:: WHAT YOU HAVE TO DO ::
Among the entries below, find the lines holding "nodes" and copy them.

:: SOURCE MATERIAL ::
· · · ·

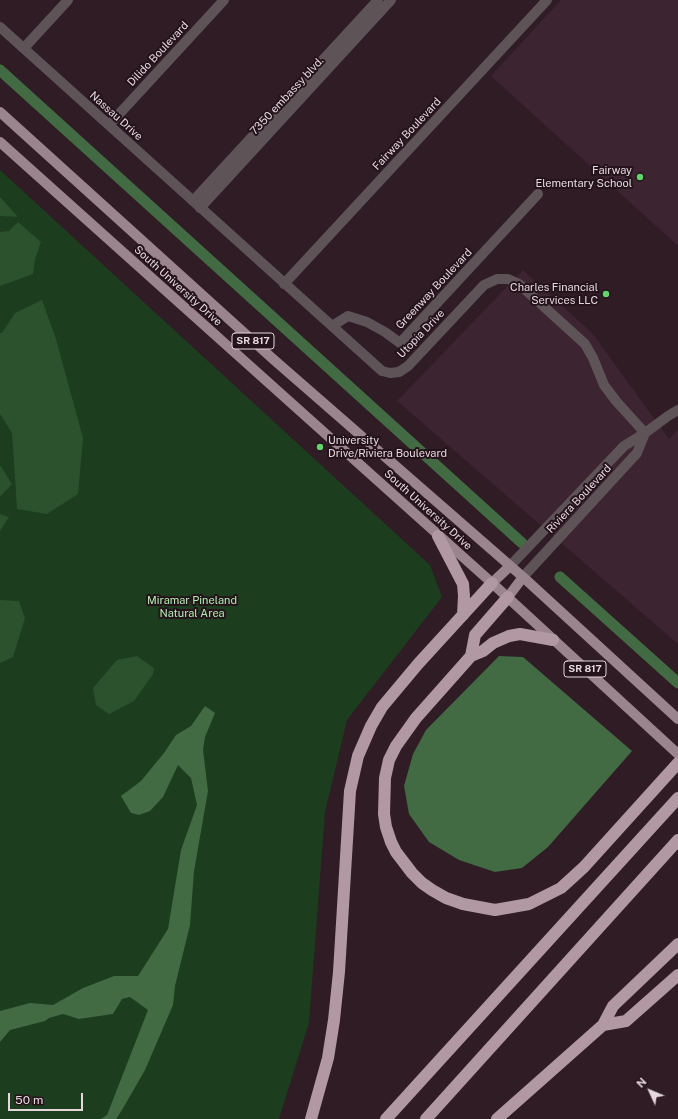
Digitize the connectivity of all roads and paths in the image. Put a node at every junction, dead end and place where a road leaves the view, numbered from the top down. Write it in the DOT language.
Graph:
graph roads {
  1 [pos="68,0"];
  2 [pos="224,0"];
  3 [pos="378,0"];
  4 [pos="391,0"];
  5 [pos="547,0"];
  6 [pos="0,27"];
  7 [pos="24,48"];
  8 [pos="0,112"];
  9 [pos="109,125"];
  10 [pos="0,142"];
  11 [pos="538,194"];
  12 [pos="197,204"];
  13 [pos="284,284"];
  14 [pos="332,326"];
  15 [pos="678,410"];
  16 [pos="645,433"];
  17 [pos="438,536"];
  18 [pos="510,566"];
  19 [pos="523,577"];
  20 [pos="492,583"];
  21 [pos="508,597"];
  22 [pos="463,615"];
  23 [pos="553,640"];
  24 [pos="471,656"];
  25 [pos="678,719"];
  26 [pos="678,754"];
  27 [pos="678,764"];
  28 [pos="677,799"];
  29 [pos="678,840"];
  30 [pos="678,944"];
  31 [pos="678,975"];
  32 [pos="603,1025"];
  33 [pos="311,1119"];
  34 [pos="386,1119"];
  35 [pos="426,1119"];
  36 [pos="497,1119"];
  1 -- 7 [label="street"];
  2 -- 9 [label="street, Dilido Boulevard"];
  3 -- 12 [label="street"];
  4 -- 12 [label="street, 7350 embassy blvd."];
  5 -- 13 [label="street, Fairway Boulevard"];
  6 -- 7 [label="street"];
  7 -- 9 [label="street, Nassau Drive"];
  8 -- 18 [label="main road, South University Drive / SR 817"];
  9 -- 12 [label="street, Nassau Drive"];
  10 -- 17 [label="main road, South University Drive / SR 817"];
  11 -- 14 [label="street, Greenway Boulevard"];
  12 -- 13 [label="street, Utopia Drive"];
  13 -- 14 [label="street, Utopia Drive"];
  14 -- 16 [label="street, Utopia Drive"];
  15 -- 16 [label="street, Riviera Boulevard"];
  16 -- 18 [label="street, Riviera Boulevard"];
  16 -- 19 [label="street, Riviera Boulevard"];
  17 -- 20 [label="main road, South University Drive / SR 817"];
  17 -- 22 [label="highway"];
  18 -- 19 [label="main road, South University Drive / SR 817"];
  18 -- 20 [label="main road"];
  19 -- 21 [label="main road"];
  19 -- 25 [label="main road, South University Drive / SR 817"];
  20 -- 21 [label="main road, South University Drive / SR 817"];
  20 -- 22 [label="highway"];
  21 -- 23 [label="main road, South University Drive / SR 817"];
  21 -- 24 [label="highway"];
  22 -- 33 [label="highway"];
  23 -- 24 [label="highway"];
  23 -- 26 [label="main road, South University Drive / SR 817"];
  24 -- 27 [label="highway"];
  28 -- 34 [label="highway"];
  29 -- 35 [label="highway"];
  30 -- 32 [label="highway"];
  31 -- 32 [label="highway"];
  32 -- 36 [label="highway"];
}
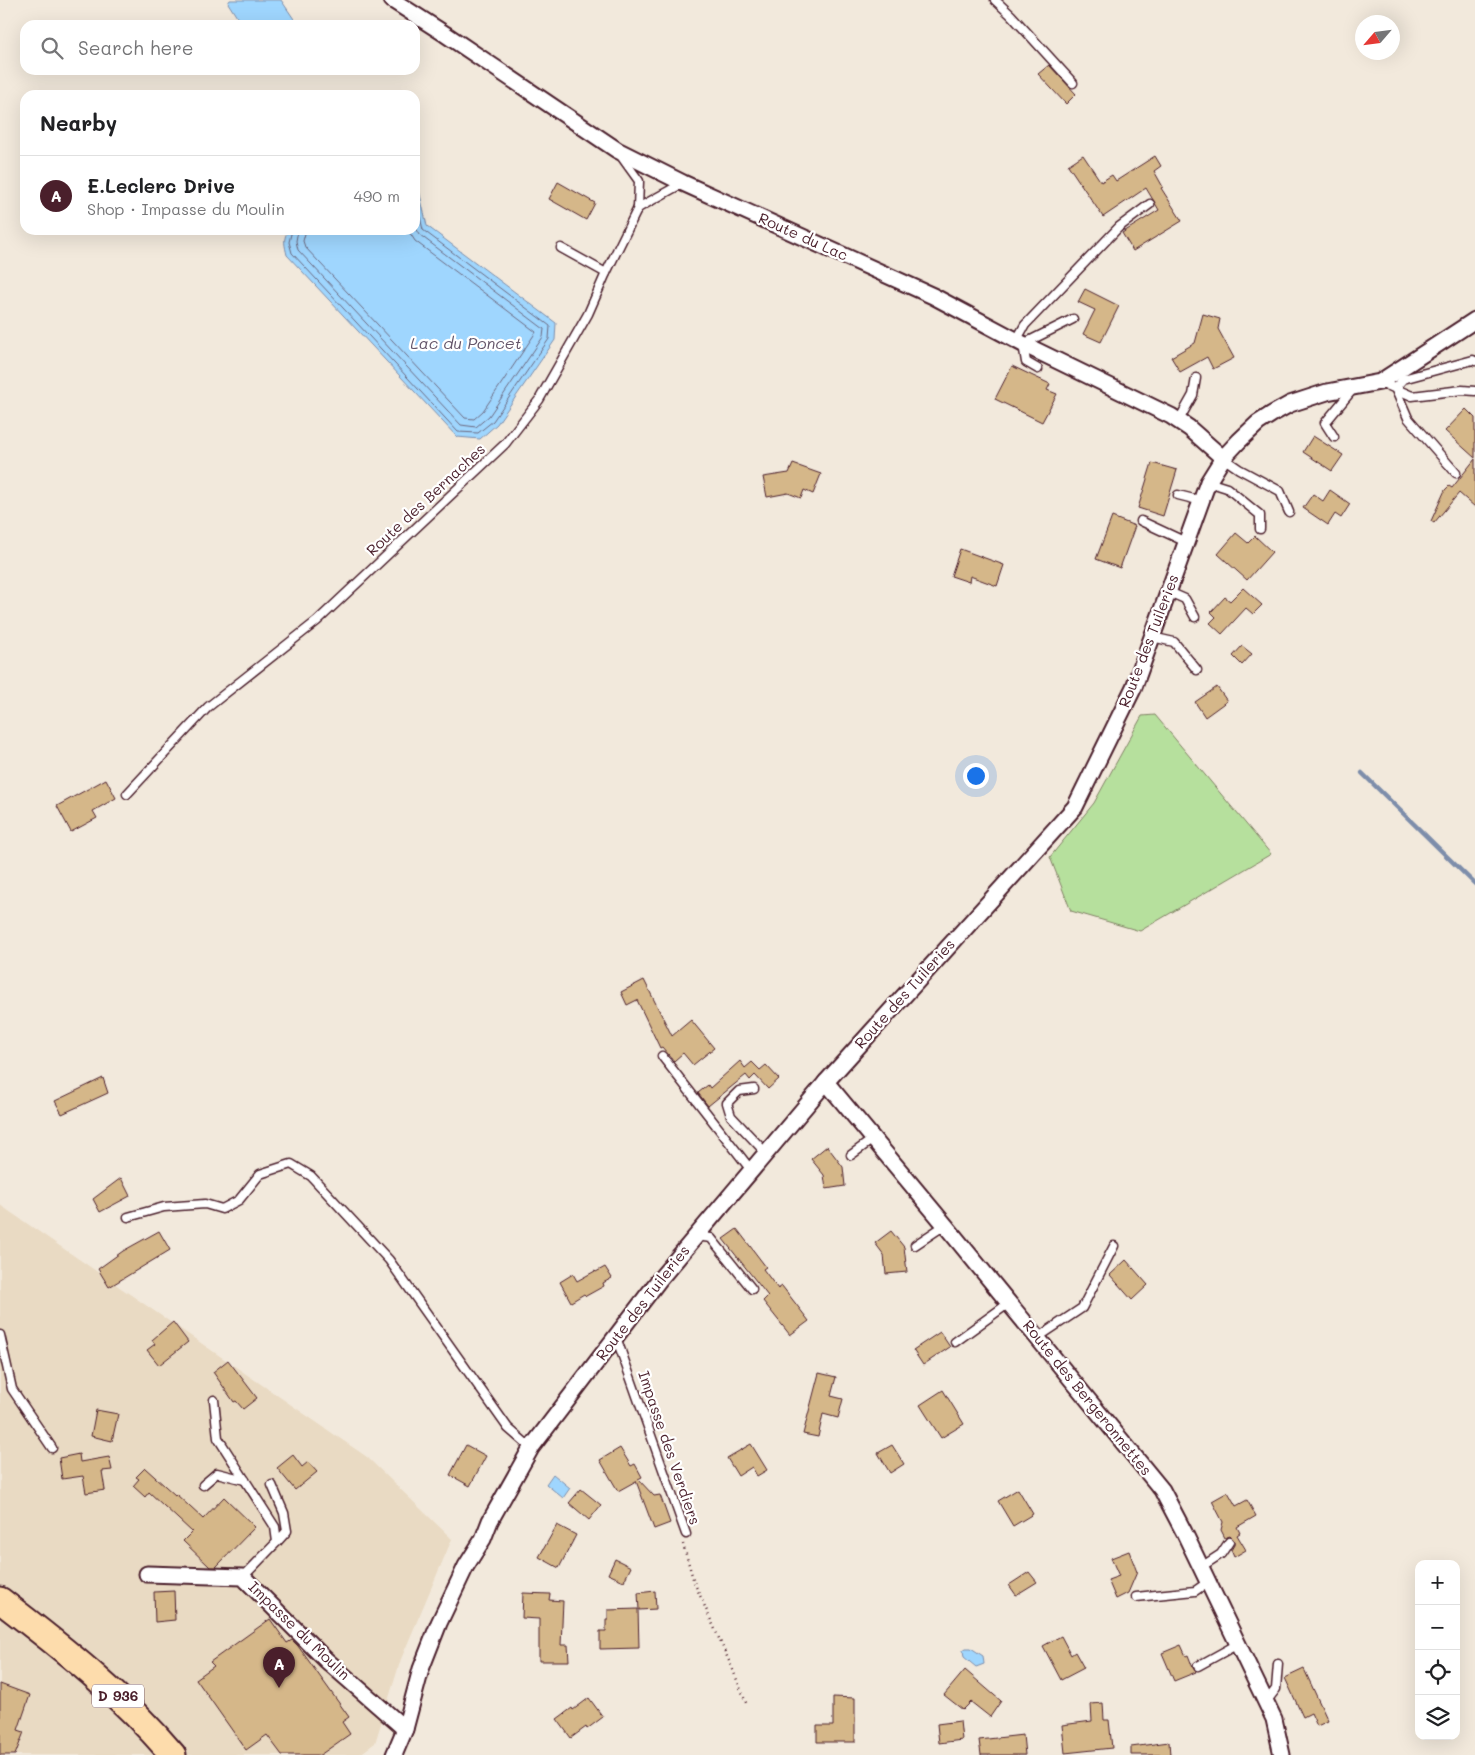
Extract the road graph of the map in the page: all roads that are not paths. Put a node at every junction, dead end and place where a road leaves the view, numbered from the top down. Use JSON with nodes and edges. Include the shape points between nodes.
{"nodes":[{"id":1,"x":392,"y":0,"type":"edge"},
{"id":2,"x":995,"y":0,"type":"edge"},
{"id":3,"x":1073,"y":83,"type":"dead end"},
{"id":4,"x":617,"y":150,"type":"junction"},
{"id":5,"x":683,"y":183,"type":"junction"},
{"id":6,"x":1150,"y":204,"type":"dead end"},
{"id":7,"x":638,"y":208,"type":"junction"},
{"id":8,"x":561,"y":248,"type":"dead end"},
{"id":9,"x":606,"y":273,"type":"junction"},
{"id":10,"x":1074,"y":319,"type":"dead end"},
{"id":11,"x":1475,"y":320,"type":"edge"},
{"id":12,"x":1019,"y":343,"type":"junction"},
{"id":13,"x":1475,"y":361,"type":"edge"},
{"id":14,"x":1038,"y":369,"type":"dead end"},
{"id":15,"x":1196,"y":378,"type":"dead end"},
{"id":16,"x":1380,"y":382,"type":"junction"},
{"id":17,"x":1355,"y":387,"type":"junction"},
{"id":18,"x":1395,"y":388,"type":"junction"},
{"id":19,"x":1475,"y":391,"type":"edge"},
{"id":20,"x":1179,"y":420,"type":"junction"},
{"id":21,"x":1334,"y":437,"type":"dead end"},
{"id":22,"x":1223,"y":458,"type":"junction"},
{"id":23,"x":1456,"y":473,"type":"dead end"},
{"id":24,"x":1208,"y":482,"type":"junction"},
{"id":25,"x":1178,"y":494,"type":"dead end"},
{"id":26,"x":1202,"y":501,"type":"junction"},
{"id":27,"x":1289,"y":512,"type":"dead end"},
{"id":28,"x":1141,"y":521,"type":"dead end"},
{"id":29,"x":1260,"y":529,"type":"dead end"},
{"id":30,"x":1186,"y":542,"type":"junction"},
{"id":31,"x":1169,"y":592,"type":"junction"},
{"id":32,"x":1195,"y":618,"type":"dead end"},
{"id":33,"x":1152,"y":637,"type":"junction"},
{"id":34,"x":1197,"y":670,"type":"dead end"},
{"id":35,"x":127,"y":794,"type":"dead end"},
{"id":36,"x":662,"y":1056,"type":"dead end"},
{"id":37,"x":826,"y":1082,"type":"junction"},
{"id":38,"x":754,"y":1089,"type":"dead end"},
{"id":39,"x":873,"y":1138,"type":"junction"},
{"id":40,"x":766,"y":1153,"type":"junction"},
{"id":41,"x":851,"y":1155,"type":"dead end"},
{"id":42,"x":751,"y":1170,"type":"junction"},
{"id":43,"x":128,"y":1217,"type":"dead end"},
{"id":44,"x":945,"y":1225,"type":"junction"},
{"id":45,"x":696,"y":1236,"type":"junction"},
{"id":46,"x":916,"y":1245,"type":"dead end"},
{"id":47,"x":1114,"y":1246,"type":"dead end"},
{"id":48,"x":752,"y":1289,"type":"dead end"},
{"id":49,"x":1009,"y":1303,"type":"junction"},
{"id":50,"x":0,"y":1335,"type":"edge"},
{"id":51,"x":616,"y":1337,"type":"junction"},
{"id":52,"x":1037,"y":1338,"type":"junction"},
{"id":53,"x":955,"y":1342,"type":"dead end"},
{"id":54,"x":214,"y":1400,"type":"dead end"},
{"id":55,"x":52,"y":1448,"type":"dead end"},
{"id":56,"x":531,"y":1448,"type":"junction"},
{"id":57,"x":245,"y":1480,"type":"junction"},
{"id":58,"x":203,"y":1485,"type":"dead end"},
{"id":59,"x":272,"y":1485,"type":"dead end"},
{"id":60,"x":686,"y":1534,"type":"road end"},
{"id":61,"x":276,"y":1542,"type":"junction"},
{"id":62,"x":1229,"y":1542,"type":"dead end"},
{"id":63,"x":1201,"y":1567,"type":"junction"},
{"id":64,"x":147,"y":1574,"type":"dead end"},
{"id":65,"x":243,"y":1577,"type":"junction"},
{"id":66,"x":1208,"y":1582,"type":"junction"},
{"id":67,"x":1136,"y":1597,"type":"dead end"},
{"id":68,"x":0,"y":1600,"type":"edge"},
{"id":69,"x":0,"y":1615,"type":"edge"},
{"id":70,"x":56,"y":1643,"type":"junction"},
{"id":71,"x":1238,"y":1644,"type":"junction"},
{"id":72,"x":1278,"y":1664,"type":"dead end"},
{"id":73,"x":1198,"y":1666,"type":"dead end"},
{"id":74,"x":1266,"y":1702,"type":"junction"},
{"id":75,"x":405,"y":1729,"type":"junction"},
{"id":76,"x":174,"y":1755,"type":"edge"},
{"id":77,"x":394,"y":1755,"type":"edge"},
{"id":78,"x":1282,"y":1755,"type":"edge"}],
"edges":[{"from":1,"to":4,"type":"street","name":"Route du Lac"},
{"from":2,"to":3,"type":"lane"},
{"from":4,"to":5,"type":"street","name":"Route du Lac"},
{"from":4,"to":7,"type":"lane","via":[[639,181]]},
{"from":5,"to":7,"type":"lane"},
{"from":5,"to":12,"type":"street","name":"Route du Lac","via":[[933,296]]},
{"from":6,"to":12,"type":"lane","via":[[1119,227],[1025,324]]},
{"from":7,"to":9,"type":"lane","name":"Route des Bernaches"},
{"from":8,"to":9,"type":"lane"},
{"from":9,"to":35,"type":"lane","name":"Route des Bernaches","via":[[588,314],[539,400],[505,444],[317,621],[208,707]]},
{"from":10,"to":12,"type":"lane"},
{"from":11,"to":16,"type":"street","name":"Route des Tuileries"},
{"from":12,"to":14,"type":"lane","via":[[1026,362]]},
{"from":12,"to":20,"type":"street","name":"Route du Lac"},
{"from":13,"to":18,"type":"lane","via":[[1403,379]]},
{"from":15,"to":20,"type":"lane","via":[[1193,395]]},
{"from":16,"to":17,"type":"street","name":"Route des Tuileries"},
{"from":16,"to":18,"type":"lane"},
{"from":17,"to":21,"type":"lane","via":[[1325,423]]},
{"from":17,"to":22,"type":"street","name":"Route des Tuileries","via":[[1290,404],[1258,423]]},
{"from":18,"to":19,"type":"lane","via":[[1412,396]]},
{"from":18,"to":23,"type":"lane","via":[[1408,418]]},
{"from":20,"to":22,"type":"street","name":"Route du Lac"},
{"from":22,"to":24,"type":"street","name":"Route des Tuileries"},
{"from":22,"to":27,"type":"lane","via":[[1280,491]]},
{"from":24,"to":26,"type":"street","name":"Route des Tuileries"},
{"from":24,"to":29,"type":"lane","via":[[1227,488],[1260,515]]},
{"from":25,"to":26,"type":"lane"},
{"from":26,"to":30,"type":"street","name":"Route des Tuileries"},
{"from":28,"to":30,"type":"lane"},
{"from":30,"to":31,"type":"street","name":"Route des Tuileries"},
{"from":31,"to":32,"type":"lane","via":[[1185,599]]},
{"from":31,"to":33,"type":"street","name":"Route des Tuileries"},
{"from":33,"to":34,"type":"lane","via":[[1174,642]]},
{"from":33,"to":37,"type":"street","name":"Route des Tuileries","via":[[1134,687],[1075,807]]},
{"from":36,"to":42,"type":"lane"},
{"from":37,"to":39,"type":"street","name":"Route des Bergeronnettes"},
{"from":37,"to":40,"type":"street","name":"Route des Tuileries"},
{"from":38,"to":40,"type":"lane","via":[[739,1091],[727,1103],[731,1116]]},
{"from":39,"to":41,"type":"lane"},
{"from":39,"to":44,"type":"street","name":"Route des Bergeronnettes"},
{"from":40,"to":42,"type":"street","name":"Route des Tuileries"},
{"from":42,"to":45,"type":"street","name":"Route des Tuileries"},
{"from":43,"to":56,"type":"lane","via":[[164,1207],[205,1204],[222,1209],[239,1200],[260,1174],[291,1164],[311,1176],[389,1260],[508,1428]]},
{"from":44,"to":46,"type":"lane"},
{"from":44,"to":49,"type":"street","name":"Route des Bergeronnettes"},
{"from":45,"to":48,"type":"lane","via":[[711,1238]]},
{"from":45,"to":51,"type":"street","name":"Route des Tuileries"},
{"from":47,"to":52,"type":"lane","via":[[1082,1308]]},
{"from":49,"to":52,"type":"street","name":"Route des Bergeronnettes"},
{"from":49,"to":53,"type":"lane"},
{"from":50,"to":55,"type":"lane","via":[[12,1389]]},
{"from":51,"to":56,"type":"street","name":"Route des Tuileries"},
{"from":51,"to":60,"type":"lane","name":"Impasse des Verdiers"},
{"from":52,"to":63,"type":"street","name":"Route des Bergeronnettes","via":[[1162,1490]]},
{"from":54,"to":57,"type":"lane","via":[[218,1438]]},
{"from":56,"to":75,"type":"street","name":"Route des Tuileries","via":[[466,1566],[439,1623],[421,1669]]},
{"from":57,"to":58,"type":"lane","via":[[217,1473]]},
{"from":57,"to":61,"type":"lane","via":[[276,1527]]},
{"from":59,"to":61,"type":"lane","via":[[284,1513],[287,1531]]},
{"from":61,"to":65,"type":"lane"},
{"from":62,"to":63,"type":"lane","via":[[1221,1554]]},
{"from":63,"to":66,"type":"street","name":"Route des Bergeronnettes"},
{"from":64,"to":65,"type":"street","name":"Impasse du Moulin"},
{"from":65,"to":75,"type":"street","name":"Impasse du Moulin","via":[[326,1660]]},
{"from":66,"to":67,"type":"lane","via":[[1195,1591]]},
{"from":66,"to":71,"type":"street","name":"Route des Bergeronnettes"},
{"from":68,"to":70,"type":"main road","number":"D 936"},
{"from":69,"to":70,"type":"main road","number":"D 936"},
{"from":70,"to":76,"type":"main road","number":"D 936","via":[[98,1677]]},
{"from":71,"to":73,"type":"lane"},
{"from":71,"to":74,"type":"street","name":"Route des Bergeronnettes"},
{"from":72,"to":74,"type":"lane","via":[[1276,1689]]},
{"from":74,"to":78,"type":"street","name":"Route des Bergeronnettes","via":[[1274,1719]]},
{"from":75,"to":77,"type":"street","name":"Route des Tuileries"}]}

· · · ·

:: WRITTEN SOLUTION ::
Extract the road graph of the map in the page: all roads that are not paths. Put a node at every junction, dead end and place where a road leaves the view, numbered from the top down. Use JSON with nodes and edges. Include the shape points between nodes.
{"nodes":[{"id":1,"x":392,"y":0,"type":"edge"},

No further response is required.